# TASK GOAL
Write the full listing out again, keeping every line exactly as it is.

# RECORDS FOR THIS EXERCISE
────
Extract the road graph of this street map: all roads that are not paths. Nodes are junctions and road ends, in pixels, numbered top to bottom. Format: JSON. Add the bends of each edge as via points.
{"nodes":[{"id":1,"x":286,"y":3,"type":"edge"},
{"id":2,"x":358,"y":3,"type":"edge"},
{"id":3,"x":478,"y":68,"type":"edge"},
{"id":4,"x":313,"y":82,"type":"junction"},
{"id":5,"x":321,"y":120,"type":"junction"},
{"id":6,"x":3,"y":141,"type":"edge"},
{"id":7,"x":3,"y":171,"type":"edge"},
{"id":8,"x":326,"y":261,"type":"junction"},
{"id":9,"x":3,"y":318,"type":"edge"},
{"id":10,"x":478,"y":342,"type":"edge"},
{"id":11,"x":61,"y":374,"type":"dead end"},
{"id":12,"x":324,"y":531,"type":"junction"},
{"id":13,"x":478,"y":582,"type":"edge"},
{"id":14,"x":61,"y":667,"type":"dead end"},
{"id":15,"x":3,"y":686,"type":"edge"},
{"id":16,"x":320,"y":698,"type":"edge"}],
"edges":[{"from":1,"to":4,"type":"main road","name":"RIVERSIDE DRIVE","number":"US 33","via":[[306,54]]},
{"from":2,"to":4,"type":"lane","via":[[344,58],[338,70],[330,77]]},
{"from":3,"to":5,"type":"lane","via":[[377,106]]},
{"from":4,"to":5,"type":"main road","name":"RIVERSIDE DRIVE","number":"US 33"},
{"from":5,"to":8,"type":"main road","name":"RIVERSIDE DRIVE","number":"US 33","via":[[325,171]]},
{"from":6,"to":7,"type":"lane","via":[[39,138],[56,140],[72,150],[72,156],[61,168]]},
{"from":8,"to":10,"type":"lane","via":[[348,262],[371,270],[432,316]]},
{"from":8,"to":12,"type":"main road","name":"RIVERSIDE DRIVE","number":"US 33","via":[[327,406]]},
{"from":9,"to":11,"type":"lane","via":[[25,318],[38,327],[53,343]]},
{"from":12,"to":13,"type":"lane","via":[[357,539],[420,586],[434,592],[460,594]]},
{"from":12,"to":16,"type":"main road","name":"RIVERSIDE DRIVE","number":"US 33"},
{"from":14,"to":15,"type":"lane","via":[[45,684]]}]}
────
# TASK ANSWER
Extract the road graph of this street map: all roads that are not paths. Nodes are junctions and road ends, in pixels, numbered top to bottom. Format: JSON. Add the bends of each edge as via points.
{"nodes":[{"id":1,"x":286,"y":3,"type":"edge"},
{"id":2,"x":358,"y":3,"type":"edge"},
{"id":3,"x":478,"y":68,"type":"edge"},
{"id":4,"x":313,"y":82,"type":"junction"},
{"id":5,"x":321,"y":120,"type":"junction"},
{"id":6,"x":3,"y":141,"type":"edge"},
{"id":7,"x":3,"y":171,"type":"edge"},
{"id":8,"x":326,"y":261,"type":"junction"},
{"id":9,"x":3,"y":318,"type":"edge"},
{"id":10,"x":478,"y":342,"type":"edge"},
{"id":11,"x":61,"y":374,"type":"dead end"},
{"id":12,"x":324,"y":531,"type":"junction"},
{"id":13,"x":478,"y":582,"type":"edge"},
{"id":14,"x":61,"y":667,"type":"dead end"},
{"id":15,"x":3,"y":686,"type":"edge"},
{"id":16,"x":320,"y":698,"type":"edge"}],
"edges":[{"from":1,"to":4,"type":"main road","name":"RIVERSIDE DRIVE","number":"US 33","via":[[306,54]]},
{"from":2,"to":4,"type":"lane","via":[[344,58],[338,70],[330,77]]},
{"from":3,"to":5,"type":"lane","via":[[377,106]]},
{"from":4,"to":5,"type":"main road","name":"RIVERSIDE DRIVE","number":"US 33"},
{"from":5,"to":8,"type":"main road","name":"RIVERSIDE DRIVE","number":"US 33","via":[[325,171]]},
{"from":6,"to":7,"type":"lane","via":[[39,138],[56,140],[72,150],[72,156],[61,168]]},
{"from":8,"to":10,"type":"lane","via":[[348,262],[371,270],[432,316]]},
{"from":8,"to":12,"type":"main road","name":"RIVERSIDE DRIVE","number":"US 33","via":[[327,406]]},
{"from":9,"to":11,"type":"lane","via":[[25,318],[38,327],[53,343]]},
{"from":12,"to":13,"type":"lane","via":[[357,539],[420,586],[434,592],[460,594]]},
{"from":12,"to":16,"type":"main road","name":"RIVERSIDE DRIVE","number":"US 33"},
{"from":14,"to":15,"type":"lane","via":[[45,684]]}]}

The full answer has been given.